Against the advice of friends and family, the pair left home and Yan quit school aged 8 or 9 so they could pursue his snooker dreams in Beijing.

“To save money my father and I rented a room in the suburbs with just a bed and desk, costing 280 yuan (US$45) a month,” Yan said.

They could not afford heating and it was so cold that they wore their coats indoors, Yan once told Chinese media.

Father and son struggled to make ends meet and they admitted defeat, returning home to Zibo.

According to some accounts, the family sold most of their possessions to fund Yan’s career.

In 2013 they were plunged into crisis when Yan’s mother, the family bread-winner, was diagnosed with rectal cancer and needed an operation.

Earning the money to fund his mother’s recovery motivated him to enter more and more tournaments.

‘Never give up’

At 13, with his reputation on the rise, Yan began competing as a wildcard at professional events.

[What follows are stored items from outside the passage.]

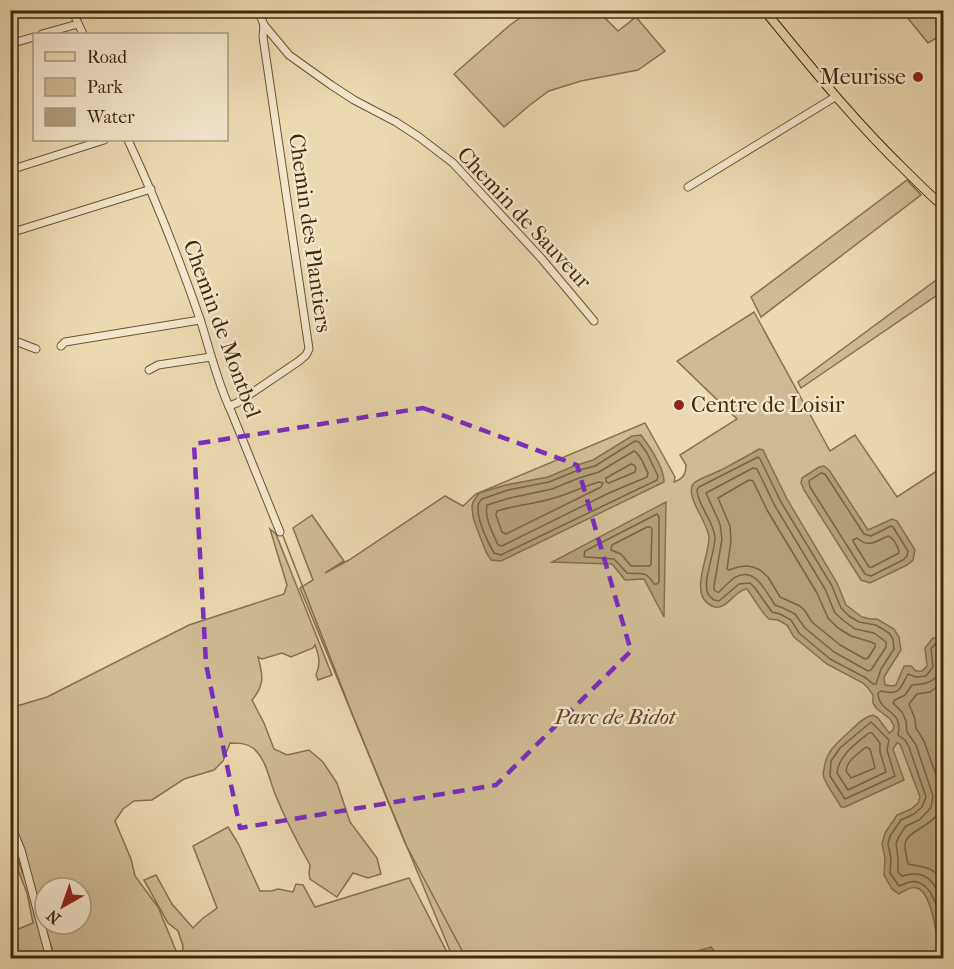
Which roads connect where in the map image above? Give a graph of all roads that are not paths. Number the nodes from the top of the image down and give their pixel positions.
1 (72, 10) edge
2 (258, 10) edge
3 (764, 10) edge
4 (78, 24) junction
5 (264, 25) junction
6 (46, 33) edge
7 (82, 33) edge
8 (33, 37) edge
9 (10, 44) edge
10 (835, 97) junction
11 (101, 141) edge
12 (128, 141) edge
13 (10, 170) edge
14 (688, 187) dead end
15 (151, 189) junction
16 (944, 207) edge
17 (10, 233) edge
18 (200, 320) junction
19 (594, 321) dead end
20 (10, 339) edge
21 (61, 346) dead end
22 (36, 349) dead end
23 (212, 357) junction
24 (149, 370) dead end
25 (229, 406) junction
26 (280, 532) dead end
27 (10, 823) edge
28 (50, 958) edge

1 - 4 street
2 - 5 street, Chemin de Sauveur
3 - 10 main road
4 - 6 street
4 - 7 street
5 - 19 street, Chemin de Sauveur
5 - 25 street, Chemin des Plantiers
8 - 9 street
10 - 14 street
10 - 16 main road
11 - 13 street
12 - 15 street, Chemin de Montbel
15 - 17 street
15 - 18 street, Chemin de Montbel
18 - 21 street
18 - 23 street, Chemin de Montbel
20 - 22 street
23 - 24 street
23 - 25 street, Chemin de Montbel
25 - 26 street, Chemin de Montbel
27 - 28 street

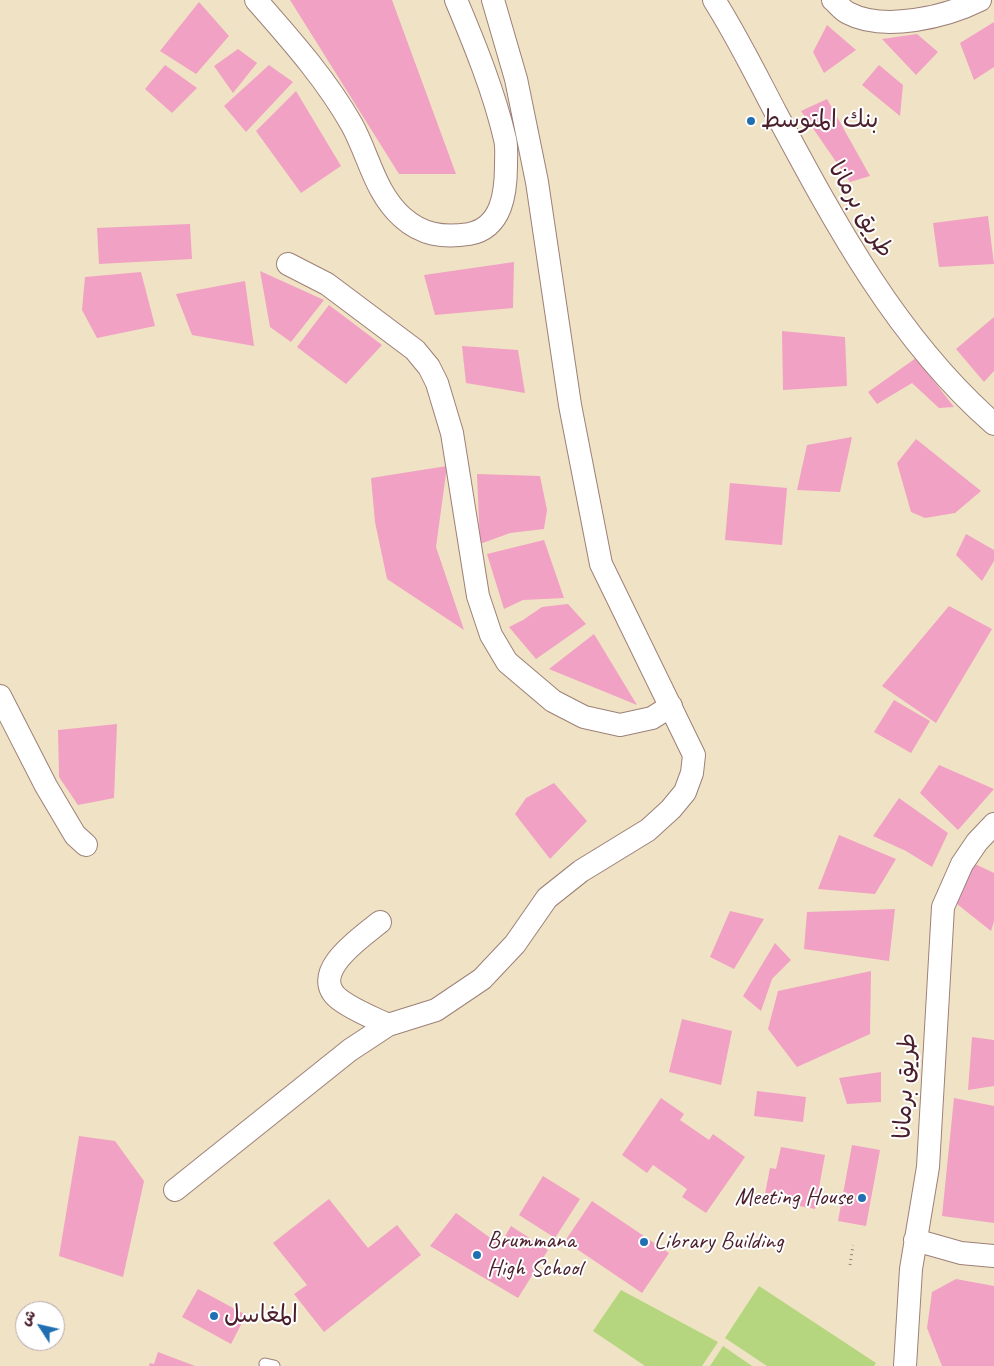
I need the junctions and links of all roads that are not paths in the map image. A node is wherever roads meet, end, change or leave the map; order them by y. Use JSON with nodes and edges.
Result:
{"nodes":[{"id":1,"x":256,"y":0,"type":"edge"},
{"id":2,"x":456,"y":0,"type":"edge"},
{"id":3,"x":493,"y":0,"type":"edge"},
{"id":4,"x":714,"y":0,"type":"edge"},
{"id":5,"x":833,"y":0,"type":"edge"},
{"id":6,"x":980,"y":0,"type":"edge"},
{"id":7,"x":288,"y":264,"type":"dead end"},
{"id":8,"x":994,"y":424,"type":"edge"},
{"id":9,"x":0,"y":696,"type":"edge"},
{"id":10,"x":671,"y":706,"type":"junction"},
{"id":11,"x":994,"y":824,"type":"edge"},
{"id":12,"x":86,"y":844,"type":"dead end"},
{"id":13,"x":380,"y":922,"type":"dead end"},
{"id":14,"x":388,"y":1025,"type":"junction"},
{"id":15,"x":175,"y":1190,"type":"dead end"},
{"id":16,"x":915,"y":1240,"type":"junction"},
{"id":17,"x":994,"y":1256,"type":"edge"},
{"id":18,"x":905,"y":1366,"type":"edge"}],
"edges":[{"from":1,"to":2,"type":"street"},
{"from":3,"to":10,"type":"street"},
{"from":4,"to":8,"type":"street","name":"طريق برمانا"},
{"from":5,"to":6,"type":"street"},
{"from":7,"to":10,"type":"street"},
{"from":9,"to":12,"type":"street"},
{"from":10,"to":14,"type":"street"},
{"from":11,"to":16,"type":"street","name":"طريق برمانا"},
{"from":13,"to":14,"type":"street"},
{"from":14,"to":15,"type":"street"},
{"from":16,"to":17,"type":"street"},
{"from":16,"to":18,"type":"street","name":"طريق برمانا"}]}
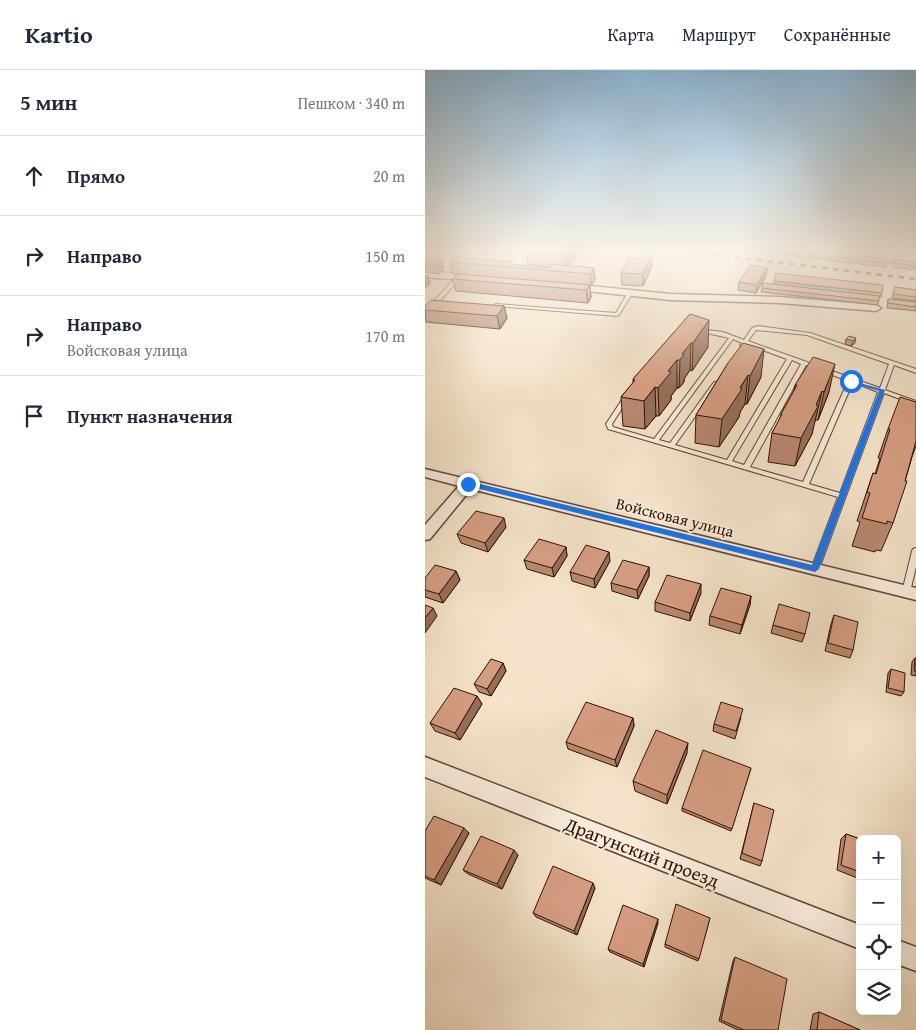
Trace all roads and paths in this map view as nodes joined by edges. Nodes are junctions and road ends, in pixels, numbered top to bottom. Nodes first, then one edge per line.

A year later, in 2014, Yan became the youngest winner of the World Amateur Snooker Championship.

He has been on a sharp upward trajectory since, turning professional in 2015, moving to England to further his career and capturing his first ranking title in Riga, Latvia in 2019.

Sheffield-based Yan collected 250,000 pounds (US$340,000) with his Masters triumph — the biggest payday of his fledgling career — and is widely praised for his dedication and hard work.

He is prime among a number of upcoming Chinese players and touted in domestic media as the successor to 33-year-old Ding Junhui, who has long been the country’s best player and an inspiration to Yan.

Many observers, including O’Sullivan, highlighted the new champion’s poise and maturity in storming back from behind to stun Higgins. At 45, the Scot is old enough to be Yan’s father.

In a touching denouement, Yan’s girlfriend translated his post-match interview into English on television.

But Yan’s thoughts inevitably soon turned to the two people who gambled everything for him.

“My mum and dad were watching on TV, they probably didn’t sleep tonight,” Yan said.

“They have always told me to never give up and to enjoy my life.”

No wonder that Yan is so mature and hard working. He deserves every success he gets.